What you need to do: Search the data below for the line containing "index dip: (402, 338)", then please set down that line and all remaining ones exactly as written.

Stored dataset items:
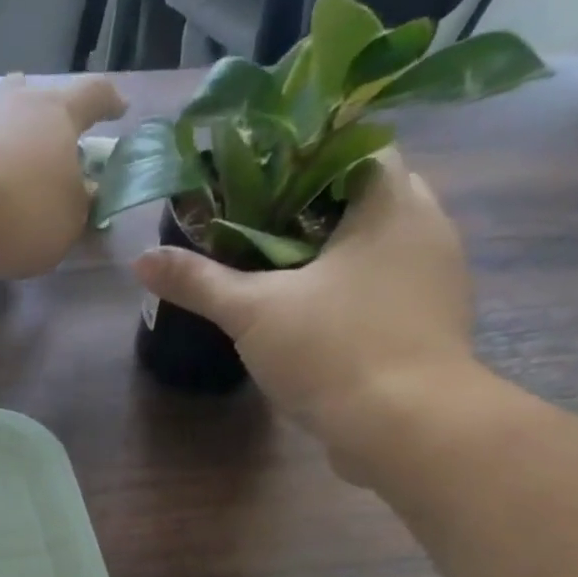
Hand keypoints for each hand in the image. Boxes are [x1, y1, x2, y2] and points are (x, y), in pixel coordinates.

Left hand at [0, 73, 126, 278]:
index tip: (119, 109)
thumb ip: (79, 210)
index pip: (94, 95)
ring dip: (9, 141)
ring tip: (12, 170)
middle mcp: (14, 103)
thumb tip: (83, 196)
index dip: (109, 103)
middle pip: (37, 98)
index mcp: (58, 113)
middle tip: (54, 140)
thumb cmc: (17, 211)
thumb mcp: (66, 225)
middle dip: (49, 118)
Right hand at [132, 149, 478, 479]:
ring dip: (332, 253)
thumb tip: (141, 259)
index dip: (304, 158)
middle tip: (256, 228)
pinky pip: (386, 285)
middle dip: (312, 210)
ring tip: (276, 271)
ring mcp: (436, 277)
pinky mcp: (430, 322)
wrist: (406, 428)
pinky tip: (311, 315)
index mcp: (392, 203)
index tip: (257, 183)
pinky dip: (350, 290)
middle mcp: (426, 227)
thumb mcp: (253, 312)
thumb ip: (199, 282)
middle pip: (364, 196)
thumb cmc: (335, 350)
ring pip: (377, 244)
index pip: (355, 148)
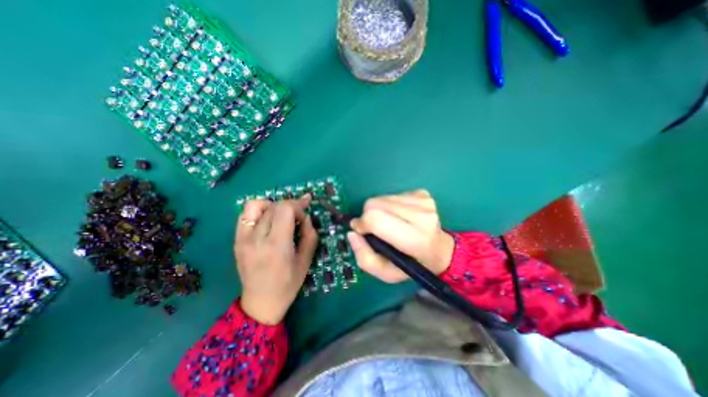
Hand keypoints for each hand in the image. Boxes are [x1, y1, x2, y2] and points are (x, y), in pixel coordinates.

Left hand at [234, 194, 317, 324]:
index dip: (298, 205)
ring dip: (273, 206)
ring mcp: (242, 238)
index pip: (284, 209)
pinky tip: (268, 220)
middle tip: (298, 216)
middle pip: (273, 206)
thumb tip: (305, 216)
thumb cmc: (288, 283)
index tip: (306, 211)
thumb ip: (310, 234)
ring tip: (281, 216)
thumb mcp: (306, 259)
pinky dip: (259, 211)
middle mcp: (256, 238)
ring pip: (256, 205)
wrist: (261, 302)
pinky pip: (245, 214)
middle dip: (290, 206)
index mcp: (276, 245)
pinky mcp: (236, 240)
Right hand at [347, 187, 453, 281]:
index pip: (376, 219)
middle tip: (375, 229)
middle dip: (367, 215)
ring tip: (390, 223)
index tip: (361, 231)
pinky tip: (399, 216)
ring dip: (379, 210)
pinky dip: (389, 205)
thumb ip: (365, 258)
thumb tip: (352, 233)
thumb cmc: (412, 265)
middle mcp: (422, 216)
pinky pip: (393, 194)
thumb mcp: (386, 273)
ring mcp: (424, 202)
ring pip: (382, 197)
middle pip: (375, 204)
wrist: (440, 250)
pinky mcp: (422, 193)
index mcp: (416, 239)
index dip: (362, 223)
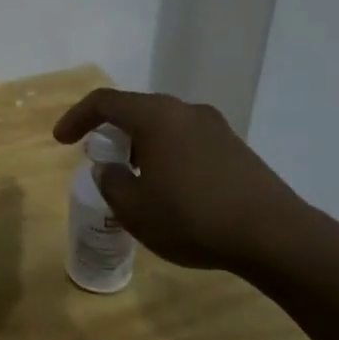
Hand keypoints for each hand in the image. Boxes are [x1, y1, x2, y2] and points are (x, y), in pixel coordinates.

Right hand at [52, 88, 323, 271]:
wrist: (276, 237)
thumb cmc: (193, 218)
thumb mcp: (135, 209)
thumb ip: (112, 182)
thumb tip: (110, 168)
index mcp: (156, 116)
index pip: (104, 102)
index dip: (77, 117)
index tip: (62, 141)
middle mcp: (185, 111)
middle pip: (136, 109)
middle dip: (111, 131)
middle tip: (99, 157)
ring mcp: (215, 128)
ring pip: (164, 125)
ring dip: (141, 144)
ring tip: (133, 177)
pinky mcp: (236, 149)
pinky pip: (187, 140)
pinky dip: (167, 154)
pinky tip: (170, 188)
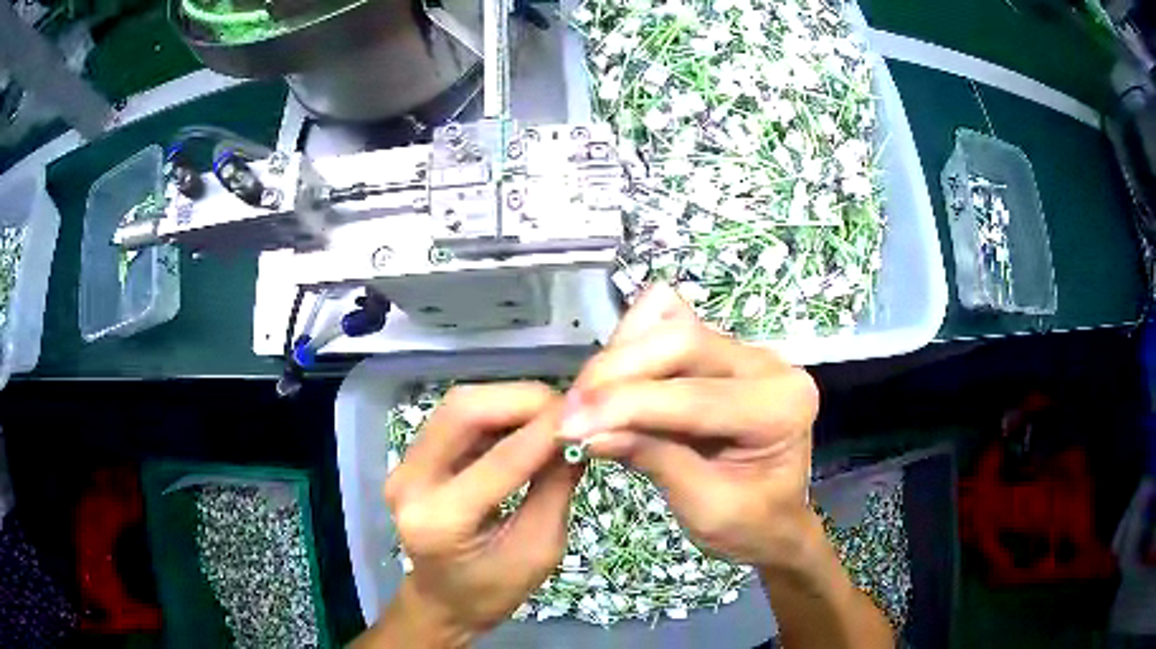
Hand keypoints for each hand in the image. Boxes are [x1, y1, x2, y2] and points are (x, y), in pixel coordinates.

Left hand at [374, 383, 582, 646]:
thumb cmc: (493, 590)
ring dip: (510, 401)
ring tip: (551, 416)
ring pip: (459, 406)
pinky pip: (456, 418)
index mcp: (440, 521)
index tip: (588, 414)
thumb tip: (579, 434)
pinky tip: (524, 424)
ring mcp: (403, 466)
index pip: (501, 459)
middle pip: (465, 410)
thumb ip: (556, 488)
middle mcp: (409, 483)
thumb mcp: (539, 550)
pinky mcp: (410, 458)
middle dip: (524, 400)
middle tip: (568, 410)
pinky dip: (496, 413)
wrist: (442, 601)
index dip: (548, 430)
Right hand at [557, 284, 819, 571]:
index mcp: (781, 407)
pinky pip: (666, 324)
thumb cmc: (749, 526)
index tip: (566, 427)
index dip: (624, 406)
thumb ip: (653, 460)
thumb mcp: (705, 509)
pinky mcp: (719, 350)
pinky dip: (629, 347)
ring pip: (667, 324)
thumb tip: (586, 430)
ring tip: (588, 404)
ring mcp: (743, 351)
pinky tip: (614, 385)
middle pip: (679, 340)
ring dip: (617, 359)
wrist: (773, 522)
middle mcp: (768, 365)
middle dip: (615, 373)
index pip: (693, 395)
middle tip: (570, 414)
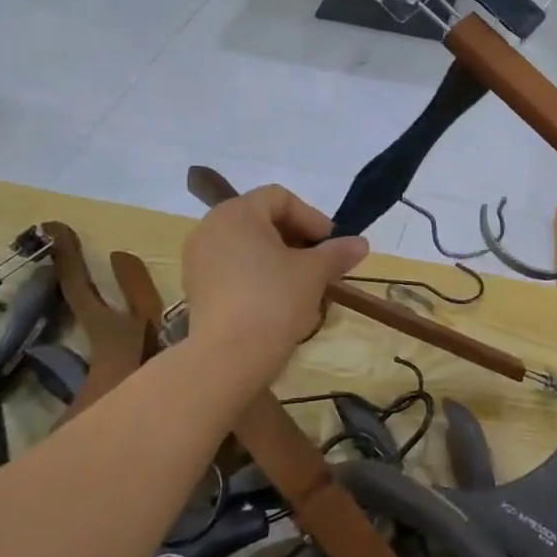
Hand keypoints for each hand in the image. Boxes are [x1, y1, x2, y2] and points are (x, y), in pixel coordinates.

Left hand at [179, 185, 368, 361]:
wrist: (228, 358)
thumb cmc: (274, 300)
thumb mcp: (314, 272)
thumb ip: (337, 252)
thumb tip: (361, 243)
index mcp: (237, 213)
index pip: (280, 198)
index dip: (311, 217)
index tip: (331, 244)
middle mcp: (210, 227)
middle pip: (261, 219)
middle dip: (296, 237)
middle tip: (320, 262)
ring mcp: (198, 259)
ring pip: (247, 245)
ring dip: (278, 257)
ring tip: (302, 282)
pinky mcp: (195, 288)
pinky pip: (231, 267)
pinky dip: (256, 274)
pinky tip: (276, 299)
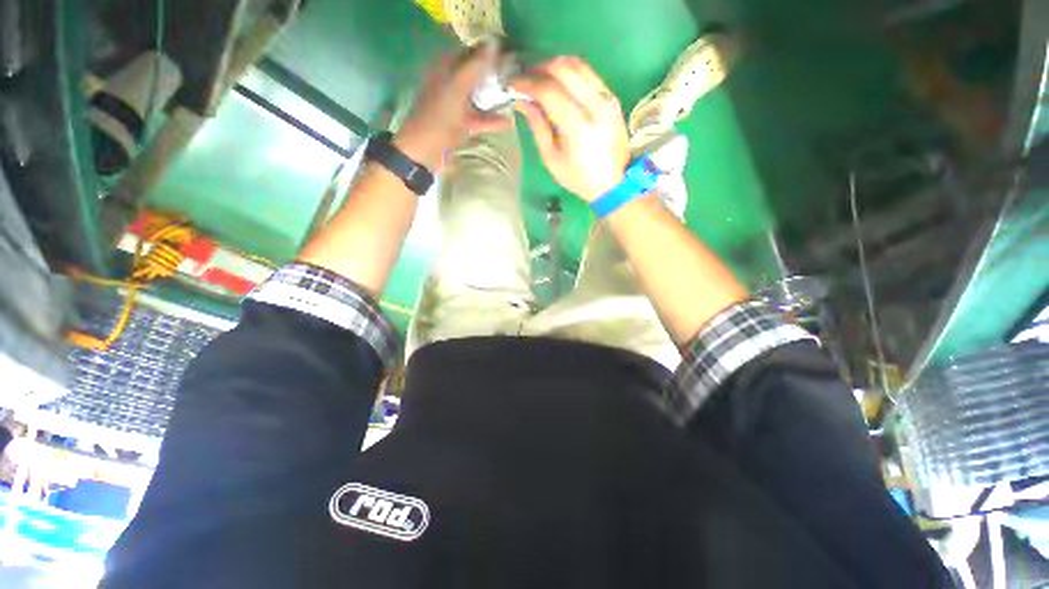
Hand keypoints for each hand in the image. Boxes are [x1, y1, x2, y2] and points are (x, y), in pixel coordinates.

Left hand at [395, 44, 510, 171]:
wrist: (424, 153)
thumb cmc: (437, 119)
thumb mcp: (455, 90)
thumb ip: (473, 68)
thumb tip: (493, 44)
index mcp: (444, 71)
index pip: (466, 52)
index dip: (485, 50)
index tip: (505, 52)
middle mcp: (450, 85)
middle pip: (474, 74)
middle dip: (493, 74)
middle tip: (514, 74)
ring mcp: (456, 106)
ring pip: (478, 97)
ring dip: (494, 97)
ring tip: (514, 95)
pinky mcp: (461, 125)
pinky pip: (479, 119)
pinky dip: (492, 120)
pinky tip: (508, 121)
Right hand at [511, 57, 629, 201]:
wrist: (613, 184)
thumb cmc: (579, 178)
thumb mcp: (552, 160)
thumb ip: (538, 127)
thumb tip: (524, 101)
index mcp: (578, 126)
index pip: (549, 91)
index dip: (528, 83)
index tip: (514, 84)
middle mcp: (595, 106)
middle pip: (565, 69)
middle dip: (541, 68)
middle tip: (527, 78)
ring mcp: (607, 99)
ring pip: (579, 66)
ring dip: (556, 66)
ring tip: (542, 77)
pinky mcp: (613, 99)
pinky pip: (590, 75)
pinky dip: (572, 74)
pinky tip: (561, 84)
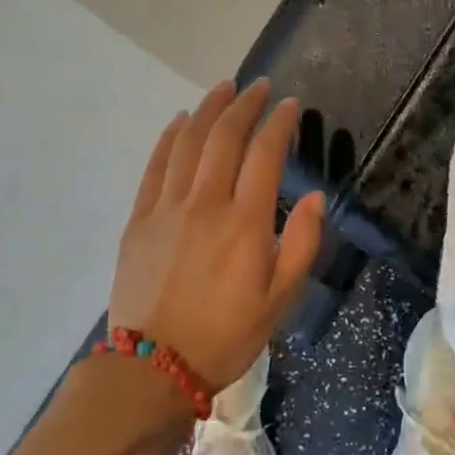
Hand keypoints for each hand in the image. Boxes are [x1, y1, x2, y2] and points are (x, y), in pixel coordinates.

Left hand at [110, 78, 324, 392]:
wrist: (153, 368)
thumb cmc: (227, 335)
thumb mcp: (281, 299)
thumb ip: (301, 243)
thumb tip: (315, 197)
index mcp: (244, 222)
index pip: (265, 153)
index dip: (280, 122)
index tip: (291, 105)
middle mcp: (205, 203)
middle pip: (225, 136)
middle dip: (245, 104)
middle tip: (259, 86)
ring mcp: (167, 208)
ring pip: (188, 142)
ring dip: (208, 109)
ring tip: (224, 89)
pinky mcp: (139, 219)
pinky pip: (155, 165)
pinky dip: (170, 137)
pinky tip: (180, 121)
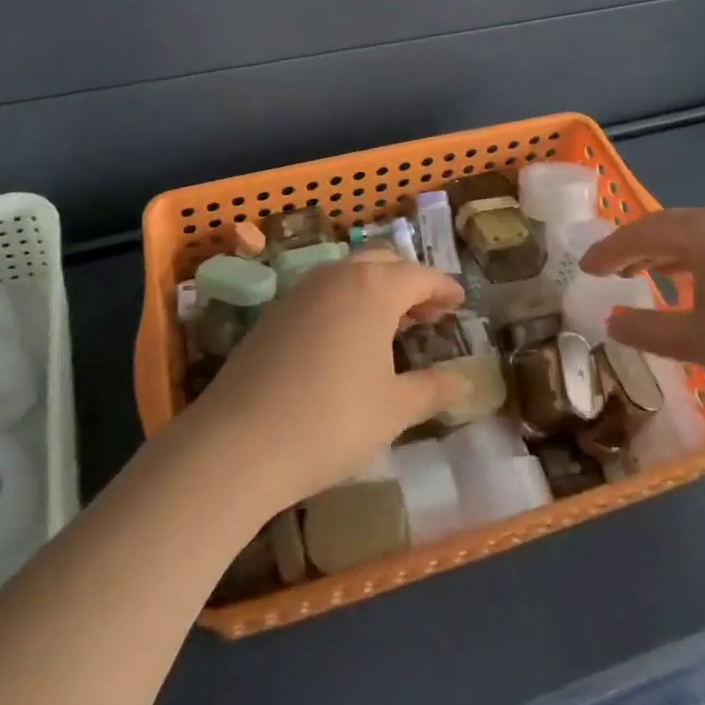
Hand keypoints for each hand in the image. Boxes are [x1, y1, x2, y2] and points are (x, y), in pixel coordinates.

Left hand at [184, 256, 470, 509]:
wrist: (240, 441)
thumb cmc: (332, 422)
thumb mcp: (393, 410)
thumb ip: (432, 390)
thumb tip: (465, 381)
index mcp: (373, 289)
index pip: (419, 276)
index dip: (443, 287)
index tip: (460, 300)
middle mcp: (337, 276)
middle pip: (383, 262)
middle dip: (410, 282)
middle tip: (430, 313)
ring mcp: (301, 290)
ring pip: (350, 273)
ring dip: (376, 289)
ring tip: (392, 325)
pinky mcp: (276, 311)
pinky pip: (323, 291)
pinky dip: (347, 300)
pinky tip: (348, 337)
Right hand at [582, 202, 704, 415]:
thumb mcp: (699, 342)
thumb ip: (647, 329)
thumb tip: (611, 321)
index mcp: (704, 228)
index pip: (640, 232)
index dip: (608, 252)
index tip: (584, 268)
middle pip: (671, 229)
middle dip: (639, 251)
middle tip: (613, 273)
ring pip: (702, 238)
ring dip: (672, 259)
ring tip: (652, 280)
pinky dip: (704, 264)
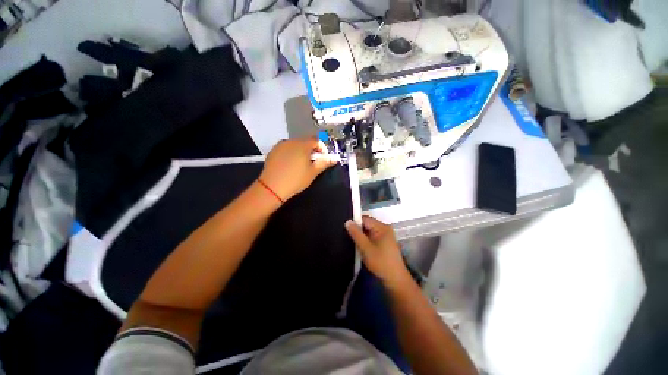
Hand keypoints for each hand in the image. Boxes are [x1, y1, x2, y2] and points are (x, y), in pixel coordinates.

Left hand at [259, 138, 336, 200]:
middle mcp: (291, 141)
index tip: (323, 158)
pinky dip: (292, 153)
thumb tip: (335, 158)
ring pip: (296, 144)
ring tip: (301, 164)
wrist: (272, 187)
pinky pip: (286, 148)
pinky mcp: (273, 151)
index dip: (322, 148)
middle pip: (306, 141)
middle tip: (313, 162)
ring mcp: (281, 145)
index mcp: (303, 145)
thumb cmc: (296, 180)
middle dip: (312, 150)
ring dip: (302, 151)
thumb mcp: (313, 172)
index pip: (316, 140)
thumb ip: (324, 163)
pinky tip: (290, 164)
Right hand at [345, 216, 411, 287]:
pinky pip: (372, 236)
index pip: (365, 219)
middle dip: (358, 230)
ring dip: (361, 236)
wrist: (395, 279)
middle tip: (348, 237)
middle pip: (367, 224)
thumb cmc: (381, 262)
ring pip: (369, 231)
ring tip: (353, 242)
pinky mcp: (385, 242)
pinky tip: (361, 246)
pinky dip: (366, 240)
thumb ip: (356, 234)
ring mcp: (386, 235)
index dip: (355, 223)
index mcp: (382, 227)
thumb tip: (347, 221)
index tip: (346, 230)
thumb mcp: (365, 248)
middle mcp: (384, 228)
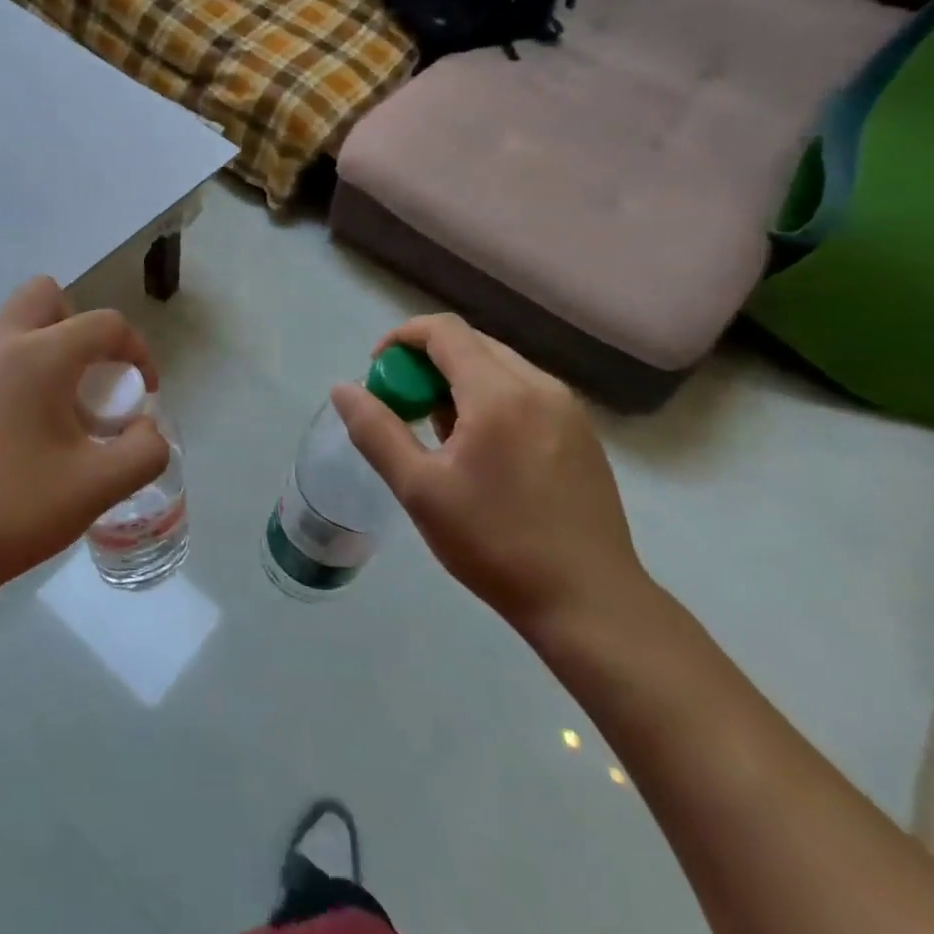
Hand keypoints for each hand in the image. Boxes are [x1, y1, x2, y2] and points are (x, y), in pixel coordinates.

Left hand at [0, 276, 170, 607]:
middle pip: (47, 297)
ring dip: (50, 351)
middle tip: (92, 382)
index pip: (105, 324)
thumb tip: (145, 430)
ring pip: (17, 327)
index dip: (138, 352)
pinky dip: (20, 374)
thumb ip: (144, 451)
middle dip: (82, 329)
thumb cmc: (11, 511)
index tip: (143, 395)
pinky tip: (23, 436)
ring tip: (61, 416)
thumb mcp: (97, 488)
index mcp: (38, 355)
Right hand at [329, 314, 647, 636]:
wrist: (590, 602)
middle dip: (427, 362)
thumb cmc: (495, 542)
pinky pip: (524, 392)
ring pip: (499, 367)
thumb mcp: (419, 489)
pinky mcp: (582, 434)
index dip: (402, 338)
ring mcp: (568, 409)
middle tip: (402, 405)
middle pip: (472, 344)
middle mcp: (540, 386)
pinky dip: (489, 399)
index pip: (444, 331)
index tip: (377, 372)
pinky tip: (481, 450)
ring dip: (458, 381)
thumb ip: (376, 431)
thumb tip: (343, 389)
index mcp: (499, 393)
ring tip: (439, 432)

Answer to the exercise:
index dip: (402, 338)
ring mcp: (568, 409)
middle tip: (402, 405)
middle pip: (472, 344)
middle mcp: (540, 386)
pinky dip: (489, 399)
index pip: (444, 331)
index tip: (377, 372)
pinky tip: (481, 450)
ring dip: (458, 381)
thumb ip: (376, 431)
thumb tip: (343, 389)
index mcp: (499, 393)
ring tip: (439, 432)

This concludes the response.